In ZooKeeper mode when a log directory fails, the broker sends a notification to the controller which then sends a full LeaderAndIsr request to the broker, listing all the partitions for all log directories for that broker. The controller relies on per-partition error results from the broker to update leadership and ISR for the replicas in the failed log directory. Without this notification, the partitions with leadership on that log directory will not get a new leader assigned and would remain unavailable.

Support for KRaft in JBOD, was proposed and accepted back in KIP-589 — with a new RPC from the broker to the controller indicating the affected topic partitions in a failed log directory — but the implementation was never merged and concerns were raised with possible large requests from the broker to the controller.

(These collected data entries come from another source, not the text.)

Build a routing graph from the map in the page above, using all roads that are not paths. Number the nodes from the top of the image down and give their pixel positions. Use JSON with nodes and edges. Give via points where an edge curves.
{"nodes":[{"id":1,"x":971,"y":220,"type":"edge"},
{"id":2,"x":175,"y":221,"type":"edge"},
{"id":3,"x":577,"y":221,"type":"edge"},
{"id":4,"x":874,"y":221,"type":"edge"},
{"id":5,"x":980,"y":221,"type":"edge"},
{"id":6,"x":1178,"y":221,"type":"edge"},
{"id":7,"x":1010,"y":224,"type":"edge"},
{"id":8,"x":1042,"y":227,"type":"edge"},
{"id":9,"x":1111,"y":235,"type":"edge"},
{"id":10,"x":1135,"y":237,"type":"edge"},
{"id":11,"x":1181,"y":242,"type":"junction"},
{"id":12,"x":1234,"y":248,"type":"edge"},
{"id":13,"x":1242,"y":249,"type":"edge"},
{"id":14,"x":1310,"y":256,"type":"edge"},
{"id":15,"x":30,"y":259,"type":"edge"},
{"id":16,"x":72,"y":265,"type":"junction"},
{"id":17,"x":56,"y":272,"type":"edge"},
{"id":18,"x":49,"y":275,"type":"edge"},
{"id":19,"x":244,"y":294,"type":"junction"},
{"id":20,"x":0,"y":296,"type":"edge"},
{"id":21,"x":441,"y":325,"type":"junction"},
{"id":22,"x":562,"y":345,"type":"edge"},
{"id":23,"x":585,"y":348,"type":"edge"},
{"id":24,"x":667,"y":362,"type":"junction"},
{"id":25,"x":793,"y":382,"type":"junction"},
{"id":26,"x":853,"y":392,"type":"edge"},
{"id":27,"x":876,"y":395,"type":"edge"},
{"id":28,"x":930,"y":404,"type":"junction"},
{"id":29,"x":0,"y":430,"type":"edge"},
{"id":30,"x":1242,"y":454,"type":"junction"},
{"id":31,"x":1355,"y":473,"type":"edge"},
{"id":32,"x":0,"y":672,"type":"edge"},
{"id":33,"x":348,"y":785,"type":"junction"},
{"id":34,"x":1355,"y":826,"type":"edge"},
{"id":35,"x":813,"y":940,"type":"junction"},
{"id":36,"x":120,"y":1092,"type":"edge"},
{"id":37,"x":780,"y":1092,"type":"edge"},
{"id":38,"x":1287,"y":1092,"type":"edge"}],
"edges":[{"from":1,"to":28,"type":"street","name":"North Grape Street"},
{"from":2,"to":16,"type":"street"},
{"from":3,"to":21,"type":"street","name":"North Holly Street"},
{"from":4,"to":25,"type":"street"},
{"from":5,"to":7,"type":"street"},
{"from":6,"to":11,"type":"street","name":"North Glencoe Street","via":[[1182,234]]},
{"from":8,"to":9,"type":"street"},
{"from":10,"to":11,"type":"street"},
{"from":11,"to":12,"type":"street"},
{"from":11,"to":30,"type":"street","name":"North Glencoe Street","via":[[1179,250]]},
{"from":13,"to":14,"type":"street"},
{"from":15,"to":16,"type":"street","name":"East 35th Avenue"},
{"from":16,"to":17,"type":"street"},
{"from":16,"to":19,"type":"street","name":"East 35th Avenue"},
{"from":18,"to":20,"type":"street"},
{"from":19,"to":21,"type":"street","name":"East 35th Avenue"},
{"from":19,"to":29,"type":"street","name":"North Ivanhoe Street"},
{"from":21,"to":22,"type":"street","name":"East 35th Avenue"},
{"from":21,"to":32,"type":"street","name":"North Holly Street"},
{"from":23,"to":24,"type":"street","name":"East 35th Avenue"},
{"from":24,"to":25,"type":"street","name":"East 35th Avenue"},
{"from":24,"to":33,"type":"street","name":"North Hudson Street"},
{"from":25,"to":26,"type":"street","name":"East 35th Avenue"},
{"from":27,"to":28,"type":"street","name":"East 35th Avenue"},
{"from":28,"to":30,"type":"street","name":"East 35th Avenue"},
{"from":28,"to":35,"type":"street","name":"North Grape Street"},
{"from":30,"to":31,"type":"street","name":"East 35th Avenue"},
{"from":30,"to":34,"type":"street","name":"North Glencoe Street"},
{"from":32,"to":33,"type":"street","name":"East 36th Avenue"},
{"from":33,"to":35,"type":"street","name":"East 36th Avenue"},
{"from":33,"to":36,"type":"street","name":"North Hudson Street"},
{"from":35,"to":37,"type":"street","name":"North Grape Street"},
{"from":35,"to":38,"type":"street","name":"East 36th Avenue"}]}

KIP-833 was accepted, with plans to mark KRaft as production ready and deprecate ZooKeeper mode, but JBOD is still a missing feature in KRaft. This KIP aims to provide support for JBOD in KRaft, while avoiding any RPC having to list all the partitions in a log directory.

Public interfaces

Command line tools

The format sub-command in the the kafka-storage.sh tool already supports formatting more than one log directory — by expecting a list of configured log.dirs  —  and "formatting" only the ones that need so. A new property will be included in meta.properties — directory.id — which will identify each log directory with a UUID. The UUID is randomly generated for each log directory.

meta.properties

A new property — directory.id — will be expected in the meta.properties file in each log directory configured under log.dirsThe property indicates the UUID for the log directory where the file is located. If any of the meta.properties files does not contain directory.id one will be randomly generated and the file will be updated upon Broker startup. The kafka-storage.sh tool will be extended to generate this property as described in the previous section.

Reserved UUIDs

The following UUIDs are excluded from the random pool when generating a log directory UUID:

The first 100 UUIDs, minus the three listed above are also reserved for future use.

Metadata records

RegisterBrokerRecord and BrokerRegistrationChangeRecord will have a new field:

{ "name": "LogDirs", "type":  "[]uuid", "versions":  "3+", "taggedVersions": "3+", "tag": "0",
"about": "Log directories configured in this broker which are available." }

PartitionRecord and PartitionChangeRecord will both have a new Directories field

{ "name": "Directories", "type": "[]uuid", "versions": "1+",
"about": "The log directory hosting each replica, sorted in the same exact order as the Replicas field."}

Although not explicitly specified in the schema, the default value for Directory is Uuid.UNASSIGNED_DIR (Uuid.ZERO), as that's the default default value for UUID types.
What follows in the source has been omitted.